Banyak orang bilang, bahwa Danareksa itu meniru-niru super holding Temasek seperti yang ada di Singapur. Pikiran tentang Temasek itu pernah dibawa oleh Tanri Abeng sewaktu menjadi Menteri BUMN di jaman Presiden Habibie (1998-99). Tetapi dengan berbagai pertimbangan, pikiran itu ditolak. Tentu Singapur tidak bisa disamakan dengan Indonesia. Mengelilingi Pulau Singapur tentu bisa dilakukan dalam sehari… tidak demikian dengan Indonesia. Bertahun-tahun Bank Mandiri, BNI dan BRI sampai sekarang masih belum bisa menyalurkan akses kreditnya ke seluruh wilayah dan pelosok Indonesia… untuk Rakyat Kecil…
Lalu sekarang tiba-tiba aset-aset mereka dipangkas, entah separuh atau seluruhnya, oleh ambisi tak rasional yang baru sebatas wacana… dan dari Rezim Drakula… dengan balatentara Mumi Hidupnya. Rakyat sebagai Pemilik Aset pun tidak tahu-menahu, apalagi diajak bicara… Ada orang Wowok yang menyebut Danantara sebagai sovereign wealth fund (SWF) dengan maksud menarik aset-aset lebih besar, termasuk asing juga. Sekalipun, masih belum jelas apakah BUMN-BUMN yang menyusunnya nanti masih “merdeka” (sovereign) beroperasi sesuai dengan amanat perundang-undangan yang membentuknya.

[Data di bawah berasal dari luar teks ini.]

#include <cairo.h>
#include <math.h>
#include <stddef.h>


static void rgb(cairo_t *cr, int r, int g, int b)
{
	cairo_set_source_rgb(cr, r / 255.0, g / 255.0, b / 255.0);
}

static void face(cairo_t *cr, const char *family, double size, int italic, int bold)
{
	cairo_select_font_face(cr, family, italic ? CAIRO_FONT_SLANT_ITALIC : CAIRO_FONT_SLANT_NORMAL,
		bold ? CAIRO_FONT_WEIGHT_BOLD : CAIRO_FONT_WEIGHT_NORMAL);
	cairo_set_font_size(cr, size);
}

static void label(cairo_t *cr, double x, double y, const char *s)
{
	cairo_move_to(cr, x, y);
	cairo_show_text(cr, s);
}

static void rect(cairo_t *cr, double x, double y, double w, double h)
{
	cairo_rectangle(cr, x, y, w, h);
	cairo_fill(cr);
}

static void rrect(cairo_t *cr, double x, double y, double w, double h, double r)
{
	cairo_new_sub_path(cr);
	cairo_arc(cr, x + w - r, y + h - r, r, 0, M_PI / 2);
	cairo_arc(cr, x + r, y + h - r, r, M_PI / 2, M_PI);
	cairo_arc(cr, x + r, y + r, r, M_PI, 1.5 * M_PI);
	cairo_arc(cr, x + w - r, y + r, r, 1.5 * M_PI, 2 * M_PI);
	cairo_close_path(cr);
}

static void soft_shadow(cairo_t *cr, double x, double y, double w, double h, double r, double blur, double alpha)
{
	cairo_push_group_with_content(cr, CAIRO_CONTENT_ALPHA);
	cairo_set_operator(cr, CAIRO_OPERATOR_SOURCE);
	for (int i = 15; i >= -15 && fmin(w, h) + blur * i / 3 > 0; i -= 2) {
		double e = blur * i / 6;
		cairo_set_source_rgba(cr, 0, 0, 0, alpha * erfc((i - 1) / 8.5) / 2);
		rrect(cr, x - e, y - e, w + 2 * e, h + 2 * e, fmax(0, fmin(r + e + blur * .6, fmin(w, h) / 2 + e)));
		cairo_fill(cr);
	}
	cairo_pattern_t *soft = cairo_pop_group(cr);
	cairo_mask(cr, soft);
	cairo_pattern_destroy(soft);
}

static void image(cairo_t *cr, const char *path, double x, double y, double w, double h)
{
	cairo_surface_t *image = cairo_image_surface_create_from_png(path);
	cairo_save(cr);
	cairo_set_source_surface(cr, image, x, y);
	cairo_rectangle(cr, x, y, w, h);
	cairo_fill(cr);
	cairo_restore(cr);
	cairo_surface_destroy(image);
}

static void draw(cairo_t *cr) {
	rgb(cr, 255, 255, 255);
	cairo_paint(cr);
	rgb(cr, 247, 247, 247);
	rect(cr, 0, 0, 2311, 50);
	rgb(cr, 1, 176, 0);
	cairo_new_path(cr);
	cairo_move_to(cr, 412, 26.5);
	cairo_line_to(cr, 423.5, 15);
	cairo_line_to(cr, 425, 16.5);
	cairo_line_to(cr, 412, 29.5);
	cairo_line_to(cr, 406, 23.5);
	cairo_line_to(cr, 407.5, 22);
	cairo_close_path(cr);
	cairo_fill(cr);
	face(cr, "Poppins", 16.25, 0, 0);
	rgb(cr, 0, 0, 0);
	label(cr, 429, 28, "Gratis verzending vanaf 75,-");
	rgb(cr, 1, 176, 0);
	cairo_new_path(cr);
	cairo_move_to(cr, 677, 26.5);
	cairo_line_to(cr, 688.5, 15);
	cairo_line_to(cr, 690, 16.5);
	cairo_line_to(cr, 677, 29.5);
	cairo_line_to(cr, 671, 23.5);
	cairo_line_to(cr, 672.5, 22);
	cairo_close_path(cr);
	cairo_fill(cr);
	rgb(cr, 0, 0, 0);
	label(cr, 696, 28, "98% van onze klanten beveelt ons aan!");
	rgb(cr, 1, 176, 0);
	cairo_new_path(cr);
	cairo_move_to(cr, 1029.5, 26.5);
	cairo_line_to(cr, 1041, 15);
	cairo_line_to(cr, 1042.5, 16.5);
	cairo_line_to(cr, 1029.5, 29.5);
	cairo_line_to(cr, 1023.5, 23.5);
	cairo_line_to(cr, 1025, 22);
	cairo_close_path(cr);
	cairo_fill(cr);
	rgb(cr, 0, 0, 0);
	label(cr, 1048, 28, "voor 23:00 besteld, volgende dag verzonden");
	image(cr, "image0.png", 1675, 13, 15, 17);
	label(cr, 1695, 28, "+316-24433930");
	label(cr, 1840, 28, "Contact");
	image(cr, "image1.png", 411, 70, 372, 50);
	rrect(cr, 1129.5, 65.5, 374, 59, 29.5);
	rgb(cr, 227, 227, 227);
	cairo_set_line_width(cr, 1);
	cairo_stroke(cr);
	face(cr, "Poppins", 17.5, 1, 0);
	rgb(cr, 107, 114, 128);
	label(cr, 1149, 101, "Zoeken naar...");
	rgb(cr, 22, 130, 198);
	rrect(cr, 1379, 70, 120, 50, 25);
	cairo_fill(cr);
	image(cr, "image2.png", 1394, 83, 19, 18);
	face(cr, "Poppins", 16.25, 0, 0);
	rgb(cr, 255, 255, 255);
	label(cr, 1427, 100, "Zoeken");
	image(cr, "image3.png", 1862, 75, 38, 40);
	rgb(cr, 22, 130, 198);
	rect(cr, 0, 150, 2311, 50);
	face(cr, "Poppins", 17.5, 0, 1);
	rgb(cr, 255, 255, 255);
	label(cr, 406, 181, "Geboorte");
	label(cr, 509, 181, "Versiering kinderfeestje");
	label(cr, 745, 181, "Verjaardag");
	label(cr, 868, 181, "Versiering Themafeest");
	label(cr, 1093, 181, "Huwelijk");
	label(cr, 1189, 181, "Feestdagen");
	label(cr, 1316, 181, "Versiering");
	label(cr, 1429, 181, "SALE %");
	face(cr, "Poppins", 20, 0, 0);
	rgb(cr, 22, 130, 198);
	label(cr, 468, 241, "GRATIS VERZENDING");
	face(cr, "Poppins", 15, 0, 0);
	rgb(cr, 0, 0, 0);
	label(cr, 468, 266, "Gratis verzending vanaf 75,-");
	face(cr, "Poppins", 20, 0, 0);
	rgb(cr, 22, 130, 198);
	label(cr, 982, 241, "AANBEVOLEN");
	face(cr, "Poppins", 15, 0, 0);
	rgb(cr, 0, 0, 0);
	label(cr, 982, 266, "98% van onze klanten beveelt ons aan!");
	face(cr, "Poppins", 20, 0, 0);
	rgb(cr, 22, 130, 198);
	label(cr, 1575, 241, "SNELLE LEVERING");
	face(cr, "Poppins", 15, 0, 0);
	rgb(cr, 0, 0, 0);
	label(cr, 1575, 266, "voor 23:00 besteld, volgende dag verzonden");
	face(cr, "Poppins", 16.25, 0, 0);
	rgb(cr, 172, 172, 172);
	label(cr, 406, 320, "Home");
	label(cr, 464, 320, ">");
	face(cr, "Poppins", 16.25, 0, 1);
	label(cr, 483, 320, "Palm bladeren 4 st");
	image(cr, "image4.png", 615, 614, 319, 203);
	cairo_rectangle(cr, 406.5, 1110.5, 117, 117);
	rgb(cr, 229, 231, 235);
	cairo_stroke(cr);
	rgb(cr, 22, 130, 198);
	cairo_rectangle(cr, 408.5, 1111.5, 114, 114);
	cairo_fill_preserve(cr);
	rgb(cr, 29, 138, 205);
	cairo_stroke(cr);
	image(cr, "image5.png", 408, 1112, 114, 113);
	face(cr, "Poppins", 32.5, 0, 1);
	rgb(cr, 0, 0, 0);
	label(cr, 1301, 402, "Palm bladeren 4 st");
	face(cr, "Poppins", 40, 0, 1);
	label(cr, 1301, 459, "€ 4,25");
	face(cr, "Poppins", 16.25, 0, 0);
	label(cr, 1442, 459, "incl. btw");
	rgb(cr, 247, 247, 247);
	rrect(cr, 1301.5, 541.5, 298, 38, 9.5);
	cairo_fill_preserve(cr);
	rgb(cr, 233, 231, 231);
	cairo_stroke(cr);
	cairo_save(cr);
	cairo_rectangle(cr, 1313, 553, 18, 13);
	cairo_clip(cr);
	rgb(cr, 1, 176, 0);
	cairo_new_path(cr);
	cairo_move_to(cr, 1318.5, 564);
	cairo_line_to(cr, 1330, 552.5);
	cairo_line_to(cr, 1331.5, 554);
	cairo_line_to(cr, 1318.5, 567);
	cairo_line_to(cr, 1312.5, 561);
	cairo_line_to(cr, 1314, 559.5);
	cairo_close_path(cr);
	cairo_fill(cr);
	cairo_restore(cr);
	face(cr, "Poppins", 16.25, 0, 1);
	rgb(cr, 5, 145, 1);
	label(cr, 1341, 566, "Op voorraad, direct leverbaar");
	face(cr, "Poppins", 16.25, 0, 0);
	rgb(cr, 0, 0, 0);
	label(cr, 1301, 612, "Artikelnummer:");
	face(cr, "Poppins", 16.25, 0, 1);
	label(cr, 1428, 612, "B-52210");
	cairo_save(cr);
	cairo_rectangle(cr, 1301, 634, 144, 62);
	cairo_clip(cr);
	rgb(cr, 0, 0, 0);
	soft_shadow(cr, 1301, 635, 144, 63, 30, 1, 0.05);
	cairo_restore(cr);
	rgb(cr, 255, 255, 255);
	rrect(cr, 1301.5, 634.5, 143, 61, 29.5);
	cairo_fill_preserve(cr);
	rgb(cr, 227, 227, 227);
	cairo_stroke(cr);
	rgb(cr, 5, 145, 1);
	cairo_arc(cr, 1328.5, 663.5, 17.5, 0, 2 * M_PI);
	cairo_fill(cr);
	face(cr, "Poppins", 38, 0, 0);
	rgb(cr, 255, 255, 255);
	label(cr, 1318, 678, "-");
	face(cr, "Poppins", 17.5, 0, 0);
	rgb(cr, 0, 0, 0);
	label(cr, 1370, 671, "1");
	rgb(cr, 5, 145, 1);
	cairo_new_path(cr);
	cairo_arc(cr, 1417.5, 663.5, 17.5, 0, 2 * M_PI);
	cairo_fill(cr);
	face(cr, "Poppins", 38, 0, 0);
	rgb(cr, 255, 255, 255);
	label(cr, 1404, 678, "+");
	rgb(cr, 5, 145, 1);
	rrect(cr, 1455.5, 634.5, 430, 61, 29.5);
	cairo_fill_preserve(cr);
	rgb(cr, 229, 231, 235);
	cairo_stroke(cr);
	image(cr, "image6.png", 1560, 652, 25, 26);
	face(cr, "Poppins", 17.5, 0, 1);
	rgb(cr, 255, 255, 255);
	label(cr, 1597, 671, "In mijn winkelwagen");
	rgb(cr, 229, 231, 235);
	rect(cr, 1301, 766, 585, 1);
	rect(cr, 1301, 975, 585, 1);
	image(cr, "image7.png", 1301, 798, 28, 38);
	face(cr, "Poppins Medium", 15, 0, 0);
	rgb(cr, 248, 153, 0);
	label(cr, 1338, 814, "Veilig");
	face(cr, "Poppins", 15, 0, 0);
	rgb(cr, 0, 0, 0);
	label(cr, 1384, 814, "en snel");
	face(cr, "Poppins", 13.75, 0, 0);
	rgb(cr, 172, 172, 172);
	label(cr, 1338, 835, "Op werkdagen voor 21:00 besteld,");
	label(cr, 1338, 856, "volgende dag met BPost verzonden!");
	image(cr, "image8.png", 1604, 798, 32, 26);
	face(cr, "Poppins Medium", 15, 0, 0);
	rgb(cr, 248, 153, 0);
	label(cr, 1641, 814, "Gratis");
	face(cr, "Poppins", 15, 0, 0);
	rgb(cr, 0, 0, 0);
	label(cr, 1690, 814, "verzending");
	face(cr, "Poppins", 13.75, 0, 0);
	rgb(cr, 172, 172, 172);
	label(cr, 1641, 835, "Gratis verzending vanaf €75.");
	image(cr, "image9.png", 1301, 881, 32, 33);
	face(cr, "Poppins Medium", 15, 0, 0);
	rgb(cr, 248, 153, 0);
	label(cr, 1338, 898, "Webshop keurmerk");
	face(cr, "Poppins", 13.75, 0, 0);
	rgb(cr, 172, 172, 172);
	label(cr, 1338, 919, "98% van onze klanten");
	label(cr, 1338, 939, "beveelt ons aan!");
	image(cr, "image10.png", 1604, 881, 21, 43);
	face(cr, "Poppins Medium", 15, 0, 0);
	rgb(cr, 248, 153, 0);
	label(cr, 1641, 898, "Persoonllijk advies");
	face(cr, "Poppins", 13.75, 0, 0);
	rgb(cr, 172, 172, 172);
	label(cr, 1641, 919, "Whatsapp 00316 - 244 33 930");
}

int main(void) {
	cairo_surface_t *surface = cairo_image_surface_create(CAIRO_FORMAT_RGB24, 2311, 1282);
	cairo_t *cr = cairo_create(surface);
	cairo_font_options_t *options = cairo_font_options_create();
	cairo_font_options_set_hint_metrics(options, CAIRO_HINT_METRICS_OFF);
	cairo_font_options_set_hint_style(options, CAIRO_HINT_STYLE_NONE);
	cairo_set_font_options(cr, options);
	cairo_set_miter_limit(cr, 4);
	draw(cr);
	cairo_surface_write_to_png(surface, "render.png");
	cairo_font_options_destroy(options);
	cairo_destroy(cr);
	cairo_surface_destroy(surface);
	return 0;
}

Untuk usaha Bank, lebih dari 90% dari asetnya adalah pinjaman dari para nasabah. Maka patut saja, para nasabah Bank BUMN menjadi khawatir simpanannya ikut “dirampok” Rezim dan tidak bisa ditagih kembali, seperti pernah terjadi pada Bank Bali dan Bank Century. Karena itu, pantas saja masyarakat mulai menarik uangnya dari ketiga Bank-bank BUMN Nasional kita itu untuk disimpan di tempat yang lebih aman… Dan ini jelas sebuah petaka besar bagi Dunia Perbankan Nasional kita yang semakin tidak berperan di negeri sendiri…
Memang di jaman Pak Harto sendiri BUMN-BUMN selalu dijadikan Sapi Perah manakala Negara sedang kesulitan mendapatkan Dollar, antara lain dan terutama, pada saat Neraca Pembayaran menunjukkan angka negatip; sehingga khawatir nilai Rupiah jatuh. Pada jaman Menteri Keuangan Soemarlin, BUMN-BUMN ditodong dengan “Gebrakan Soemarlin” untuk menyerahkan simpanan Dollarnya. Meskipun begitu, tetap saja Rupiah jatuh beberapa kali lewat devaluasi Rupiah yang diumumkan sendiri oleh Menkeu, antara lain, dari 1.100 pada 1980 menjadi 2.200 Rp/$ pada 1997.